Author + information
- Martin H. Ruwald⁎ (, )
- Morten Lock Hansen, MD, PhD,
- Michael Vinther, MD and
- Gunnar H. Gislason, MD, PhD
- ↵⁎University of Rochester Medical Center, Heart Research Follow-up Program, 265 Crittenden Boulevard, Rochester, New York 14642
We read with interest the comments on our study (1) by Drs. Barbic and colleagues and Dr. Bonzi and colleagues.
Dr. Barbic and colleagues got the impression from our paper that patients 25 to 44 years of age had twice the risk of death than those older than 75 years of age. This misunderstanding is related to the hazard ratios mentioned in our study in which the hazard ratio in the 25 to 44 age group is 2.29, and that for those older than 75 years is 0.98. This is, of course, not the case, and the mentioned hazard ratios are given for “syncope” compared with “controls” of the same age group; thus, healthy individuals in the 25 to 44 age group with syncope have twice the risk of the corresponding control group without syncope. The relative relationship between the age groups and the cumulative incidence of death can be seen in Figure 1, where it is evident that with advanced age, the risk of death is much higher.
Dr. Barbic and colleagues propose an intriguing hypothesis that the increased mortality rate in these otherwise healthy patients with syncope may be caused by work-related accidents. We share their thoughts and are currently in the process of investigating the impact of syncope on subsequent accidents, falls, and accidents involving motor vehicles or large machinery compared with a matched control population by linking the data provided in this study with a database containing all data on accidents reported to the Danish medical system. Hopefully these analyses will provide data that could be useful for an evidence-based approach to guidelines on the use of heavy machinery and motorized vehicles after episodes of syncope.

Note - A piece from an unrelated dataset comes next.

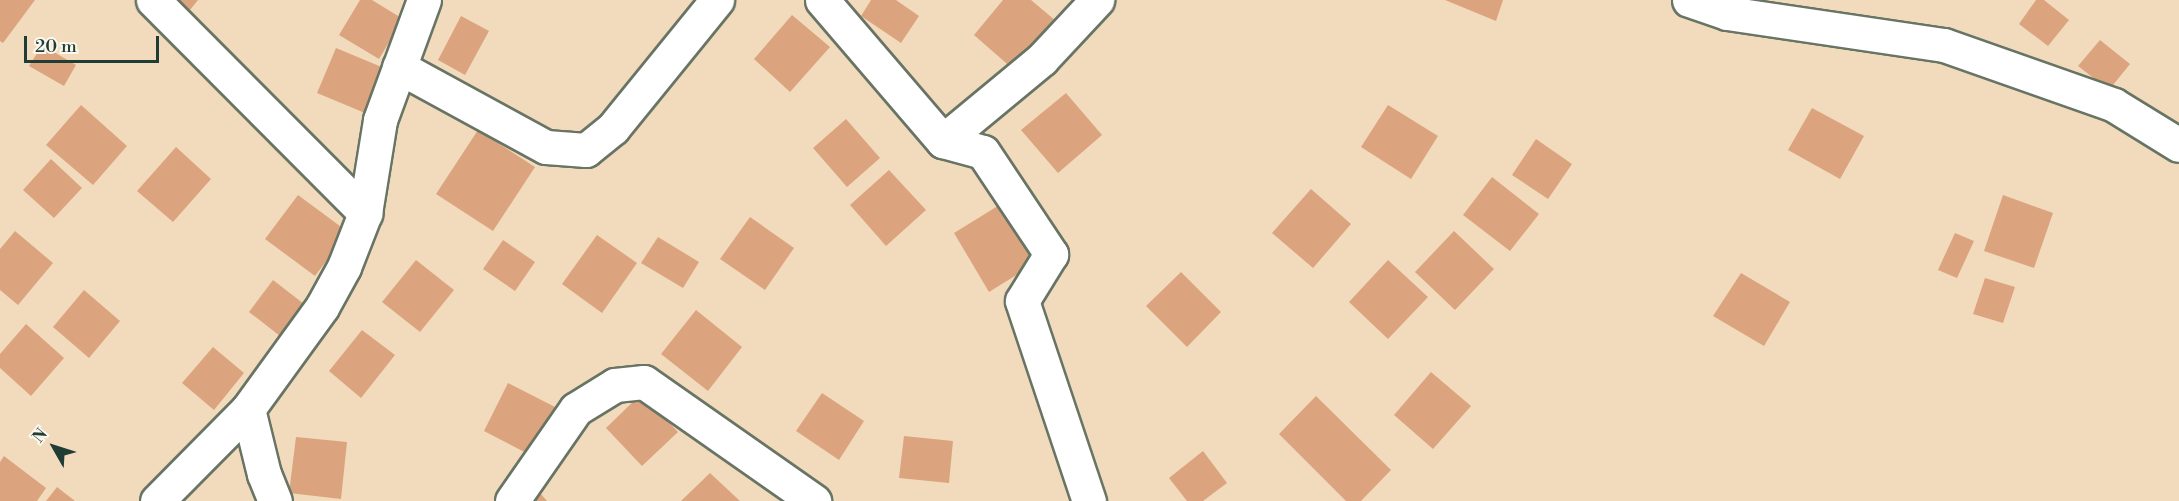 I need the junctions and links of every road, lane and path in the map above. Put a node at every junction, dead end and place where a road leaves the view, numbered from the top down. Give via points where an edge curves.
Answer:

Dr. Bonzi and colleagues whether our definition of low-risk patients was appropriate and states that syncope most of the time is the first manifestation of several diseases in healthy people. We do not agree that this has been shown before in the referred literature. We agree that the risk stratification developed is based on many other factors than comorbidities, but the registries used for our study do not include this information. Nevertheless, we find that our study provides valid contemporary data and prognosis on a very large population of “healthy” patients with syncope. We also want to emphasize that our definition of healthy individuals included that they were free of taking medications. Bonzi et al. state that the results on 1-year mortality were inconclusive, but we disagree with his interpretation because we clearly demonstrate that in patients 25 to 74 years of age, “healthy or low-risk” people with syncope have a significantly increased 1-year mortality rate compared with matched controls. Finally, Bonzi et al. requests the data re-analyzed on patients who were only seen in the emergency department. Our study combined those discharged from the emergency department with those discharged after admission. We did, however, also look into those patients who were discharged from the emergency department only, and the results were consistent with the overall results. As you noted, there was a typographical error in the online edition of the paper in the confidence intervals of the age group younger than 25 years of age; this was corrected in the print version.